— GIVEN RECORDS —
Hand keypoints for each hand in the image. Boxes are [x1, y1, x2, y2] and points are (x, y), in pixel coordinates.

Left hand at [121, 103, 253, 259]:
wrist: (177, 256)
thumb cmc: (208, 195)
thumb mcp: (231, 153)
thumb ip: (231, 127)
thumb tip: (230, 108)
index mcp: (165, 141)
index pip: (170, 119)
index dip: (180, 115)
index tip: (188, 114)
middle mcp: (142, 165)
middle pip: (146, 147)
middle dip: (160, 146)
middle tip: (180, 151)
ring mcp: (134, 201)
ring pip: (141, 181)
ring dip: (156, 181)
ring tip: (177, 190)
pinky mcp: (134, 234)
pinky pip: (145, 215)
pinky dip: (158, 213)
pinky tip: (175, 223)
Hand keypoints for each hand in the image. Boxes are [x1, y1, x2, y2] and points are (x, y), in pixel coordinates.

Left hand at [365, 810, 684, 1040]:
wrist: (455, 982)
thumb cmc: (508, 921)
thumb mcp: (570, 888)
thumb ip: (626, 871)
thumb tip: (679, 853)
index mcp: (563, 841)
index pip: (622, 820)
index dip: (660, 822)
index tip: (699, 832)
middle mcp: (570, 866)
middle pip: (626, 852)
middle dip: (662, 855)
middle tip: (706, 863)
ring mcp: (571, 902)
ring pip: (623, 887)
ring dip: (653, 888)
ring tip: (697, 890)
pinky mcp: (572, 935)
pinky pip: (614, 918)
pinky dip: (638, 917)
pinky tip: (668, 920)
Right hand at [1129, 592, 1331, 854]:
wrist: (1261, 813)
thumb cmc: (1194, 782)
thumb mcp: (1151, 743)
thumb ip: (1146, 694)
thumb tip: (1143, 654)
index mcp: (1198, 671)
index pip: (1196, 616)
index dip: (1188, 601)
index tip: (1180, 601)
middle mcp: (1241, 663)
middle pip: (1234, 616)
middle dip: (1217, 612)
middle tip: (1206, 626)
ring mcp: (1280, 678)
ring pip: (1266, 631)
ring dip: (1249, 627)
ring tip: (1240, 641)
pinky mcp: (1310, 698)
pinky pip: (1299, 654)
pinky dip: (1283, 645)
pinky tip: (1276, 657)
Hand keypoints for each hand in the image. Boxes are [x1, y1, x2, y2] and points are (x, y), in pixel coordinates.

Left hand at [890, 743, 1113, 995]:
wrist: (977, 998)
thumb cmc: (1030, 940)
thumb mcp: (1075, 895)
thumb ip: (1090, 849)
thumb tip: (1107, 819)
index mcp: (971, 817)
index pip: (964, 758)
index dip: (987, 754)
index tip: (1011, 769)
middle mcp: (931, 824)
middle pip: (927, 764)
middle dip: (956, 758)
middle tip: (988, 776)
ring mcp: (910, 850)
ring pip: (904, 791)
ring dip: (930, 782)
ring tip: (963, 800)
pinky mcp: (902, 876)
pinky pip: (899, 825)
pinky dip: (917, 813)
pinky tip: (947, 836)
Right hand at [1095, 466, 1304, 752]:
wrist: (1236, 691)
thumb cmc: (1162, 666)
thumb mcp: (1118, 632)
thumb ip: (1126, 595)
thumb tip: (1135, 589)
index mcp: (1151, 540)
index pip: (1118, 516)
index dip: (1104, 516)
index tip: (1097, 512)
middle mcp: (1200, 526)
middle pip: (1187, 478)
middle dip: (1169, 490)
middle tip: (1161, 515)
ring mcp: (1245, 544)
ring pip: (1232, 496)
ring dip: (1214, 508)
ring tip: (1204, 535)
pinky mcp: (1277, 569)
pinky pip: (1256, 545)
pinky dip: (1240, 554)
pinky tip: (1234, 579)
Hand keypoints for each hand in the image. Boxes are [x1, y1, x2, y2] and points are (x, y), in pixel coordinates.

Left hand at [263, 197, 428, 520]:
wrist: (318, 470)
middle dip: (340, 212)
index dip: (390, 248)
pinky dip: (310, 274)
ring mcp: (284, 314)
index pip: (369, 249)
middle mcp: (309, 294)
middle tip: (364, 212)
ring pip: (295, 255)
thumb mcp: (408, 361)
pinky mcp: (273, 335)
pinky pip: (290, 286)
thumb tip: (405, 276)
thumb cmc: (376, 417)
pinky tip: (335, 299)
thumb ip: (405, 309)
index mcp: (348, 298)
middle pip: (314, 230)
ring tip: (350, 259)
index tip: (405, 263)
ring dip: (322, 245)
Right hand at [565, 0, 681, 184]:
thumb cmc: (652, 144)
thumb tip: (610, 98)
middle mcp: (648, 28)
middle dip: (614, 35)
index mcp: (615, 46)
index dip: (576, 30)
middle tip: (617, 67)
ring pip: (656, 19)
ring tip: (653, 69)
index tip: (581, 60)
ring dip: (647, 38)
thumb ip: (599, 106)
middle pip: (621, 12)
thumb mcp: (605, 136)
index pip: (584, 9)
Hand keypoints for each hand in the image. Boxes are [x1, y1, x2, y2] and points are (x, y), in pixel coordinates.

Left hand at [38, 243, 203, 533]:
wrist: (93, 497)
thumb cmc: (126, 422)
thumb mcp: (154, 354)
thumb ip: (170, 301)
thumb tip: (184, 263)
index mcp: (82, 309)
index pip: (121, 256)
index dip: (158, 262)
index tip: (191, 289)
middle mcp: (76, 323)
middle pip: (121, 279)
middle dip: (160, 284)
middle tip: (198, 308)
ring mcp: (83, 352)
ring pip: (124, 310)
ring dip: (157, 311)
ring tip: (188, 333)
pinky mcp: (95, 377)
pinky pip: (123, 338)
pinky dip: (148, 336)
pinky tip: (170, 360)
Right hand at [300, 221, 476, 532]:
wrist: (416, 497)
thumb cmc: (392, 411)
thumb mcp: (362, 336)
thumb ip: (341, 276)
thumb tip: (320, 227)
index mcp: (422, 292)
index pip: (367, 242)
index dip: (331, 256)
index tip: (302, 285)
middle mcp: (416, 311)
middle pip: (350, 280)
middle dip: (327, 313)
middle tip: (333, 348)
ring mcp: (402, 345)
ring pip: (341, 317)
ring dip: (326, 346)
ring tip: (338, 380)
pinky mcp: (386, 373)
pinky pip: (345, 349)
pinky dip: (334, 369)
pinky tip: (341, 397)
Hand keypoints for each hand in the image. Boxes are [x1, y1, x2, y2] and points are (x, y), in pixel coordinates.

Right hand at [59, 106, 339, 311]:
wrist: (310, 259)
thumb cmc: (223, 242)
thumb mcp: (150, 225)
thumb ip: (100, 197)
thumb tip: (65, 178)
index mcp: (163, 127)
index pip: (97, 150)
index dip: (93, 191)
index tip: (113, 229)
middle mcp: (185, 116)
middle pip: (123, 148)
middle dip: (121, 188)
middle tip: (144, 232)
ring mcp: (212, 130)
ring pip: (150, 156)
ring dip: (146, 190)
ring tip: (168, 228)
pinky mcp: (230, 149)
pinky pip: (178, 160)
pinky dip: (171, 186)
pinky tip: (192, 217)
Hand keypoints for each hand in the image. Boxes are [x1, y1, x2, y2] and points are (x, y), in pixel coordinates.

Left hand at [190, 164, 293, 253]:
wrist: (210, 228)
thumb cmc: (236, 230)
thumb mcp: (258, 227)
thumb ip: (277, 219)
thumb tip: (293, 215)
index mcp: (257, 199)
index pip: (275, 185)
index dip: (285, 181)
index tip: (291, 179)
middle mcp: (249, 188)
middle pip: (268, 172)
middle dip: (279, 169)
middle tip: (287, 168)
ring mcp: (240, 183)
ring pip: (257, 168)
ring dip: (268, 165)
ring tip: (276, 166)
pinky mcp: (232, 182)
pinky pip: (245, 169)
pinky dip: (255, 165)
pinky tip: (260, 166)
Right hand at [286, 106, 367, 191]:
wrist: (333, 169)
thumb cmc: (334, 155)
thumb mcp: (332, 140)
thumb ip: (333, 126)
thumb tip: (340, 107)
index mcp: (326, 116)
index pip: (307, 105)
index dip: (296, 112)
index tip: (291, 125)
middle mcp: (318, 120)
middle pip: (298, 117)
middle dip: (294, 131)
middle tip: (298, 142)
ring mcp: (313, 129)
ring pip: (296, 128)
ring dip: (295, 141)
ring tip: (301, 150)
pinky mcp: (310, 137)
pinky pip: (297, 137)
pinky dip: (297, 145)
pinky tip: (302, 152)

— DESCRIPTION OF THE TASK —
Working from the data above, extract solely the lines from the one containing "ring dip: (146, 190)" through the one containing "pinky dip: (255, 165)", exactly as they appear, both included.

— EXERCISE OUTPUT —
ring dip: (146, 190)
ring tip: (168, 228)
pinky mcp: (230, 149)
pinky pip: (178, 160)
pinky dip: (171, 186)
pinky tip: (192, 217)
Hand keypoints for each hand in the image. Boxes are [x1, y1, x2, y2] and points are (x, y), in pixel coordinates.

Left hand at [190, 164, 293, 253]:
wrist: (210, 228)
thumb cmc: (236, 230)
thumb mcp: (258, 227)
thumb ip: (277, 219)
thumb tip: (293, 215)
index mcp: (257, 199)
index pip: (275, 185)
index dip: (285, 181)
index tip: (291, 179)
middle mcp: (249, 188)
middle pip: (268, 172)
middle dip: (279, 169)
middle tip: (287, 168)
ring mcp: (240, 183)
ring pip: (257, 168)
ring dip: (268, 165)
ring tip: (276, 166)
pinky mcp: (232, 182)
pinky pip: (245, 169)
pinky dip: (255, 165)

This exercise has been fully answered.